I'm having trouble crafting a regex that would pull key=value pairs where the pairs are separated by a character sequence, "+++" for example. I'd like to use a sequence because its way less likely to show up in my log events than a single character delimiter. Each log event is single line. here is a sample:
ts=2011-11-16T21:41:21Z+++aid=1167949209+++ip=1.1.1.2+++g=ir4205+++id=http://xyz.com/not/Import/10+++t="The Best ++Pt. 1 Book:Roland"+++sz=13880020+++pl=X_YZ+++pc=1+++pvid=1001+++rg=jfkdjd+++pid=asdf_1234+++rs=720+++rt=2
i've been testing with a transforms.conf entry like:
REGEX = (\w+)=([^\+]+(?!\+{3}))
FORMAT = $1::$2
but this regex leaves off the last character of every value
I am essentially trying to get around the same issue listed here- which is I started with DELIMS but I can't guarantee that my delimiter won't appear in my log entry and there doesn't appear to be a way to escape the delimiter.
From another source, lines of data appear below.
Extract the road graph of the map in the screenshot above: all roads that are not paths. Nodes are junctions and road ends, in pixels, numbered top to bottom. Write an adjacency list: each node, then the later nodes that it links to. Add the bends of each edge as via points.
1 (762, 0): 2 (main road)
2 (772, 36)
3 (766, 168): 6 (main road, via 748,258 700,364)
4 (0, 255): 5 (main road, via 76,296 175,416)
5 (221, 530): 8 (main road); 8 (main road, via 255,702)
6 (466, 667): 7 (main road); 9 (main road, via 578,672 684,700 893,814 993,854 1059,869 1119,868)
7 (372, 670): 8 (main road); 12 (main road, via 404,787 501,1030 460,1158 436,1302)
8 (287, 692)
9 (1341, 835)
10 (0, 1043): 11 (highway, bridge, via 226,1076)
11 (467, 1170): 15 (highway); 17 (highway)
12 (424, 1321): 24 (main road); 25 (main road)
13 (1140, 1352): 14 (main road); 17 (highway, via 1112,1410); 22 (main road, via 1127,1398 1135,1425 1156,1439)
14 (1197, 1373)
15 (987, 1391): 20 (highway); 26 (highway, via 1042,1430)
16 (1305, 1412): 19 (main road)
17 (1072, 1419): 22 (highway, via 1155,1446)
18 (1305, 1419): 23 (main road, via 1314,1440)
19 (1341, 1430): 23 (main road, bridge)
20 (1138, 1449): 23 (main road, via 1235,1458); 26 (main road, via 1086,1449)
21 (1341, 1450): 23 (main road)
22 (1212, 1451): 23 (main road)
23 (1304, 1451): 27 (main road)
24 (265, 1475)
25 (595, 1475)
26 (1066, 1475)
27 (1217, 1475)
http://splunk-base.splunk.com/answers/3231/escaping-characters-in-an-event
I tweaked Ayn's regex a little bit and now it captures the last key=value pair
(\w+)=(.+?)(?:\+{3}|$)
here's another way to do it:
(\w+)=(.+?(?:(?=\+{3})|$))
How about
(\w+)=(.+?)\+{3}
?
hee hee we got to the same place
Ah, forgot about that case. Well just have the regex match either +++ or end-of-line ($):
(\w+)=(.+?)(?:\+{3}|$)
actually Ayn your regex leaves off the last key=value pair because that last pair is not followed by the delimiter sequence. it is a good solution if i get my dev's to end every log event with the delimiter sequence though.
nice that works! This also works: (\w+)=(.+?(?:(?=+{3})|$))
not sure which is less resource intensive
hmm. i tried making it a code block but it still looks pretty nasty. that whole block should be a single line
I started to clean up your question and put the event data into a code block so it formats easier to read and you don't have to escape any characters. But, I was afraid I'd mess up the context of your fairly complex event data. You might want to re-paste it and put it in a code block so that folks can decipher it more easily.
note: i purposefully put a couple of "+"'s in the value for key "t" to make sure the regex ignores them (since they aren't 3 consecutive "+"'s)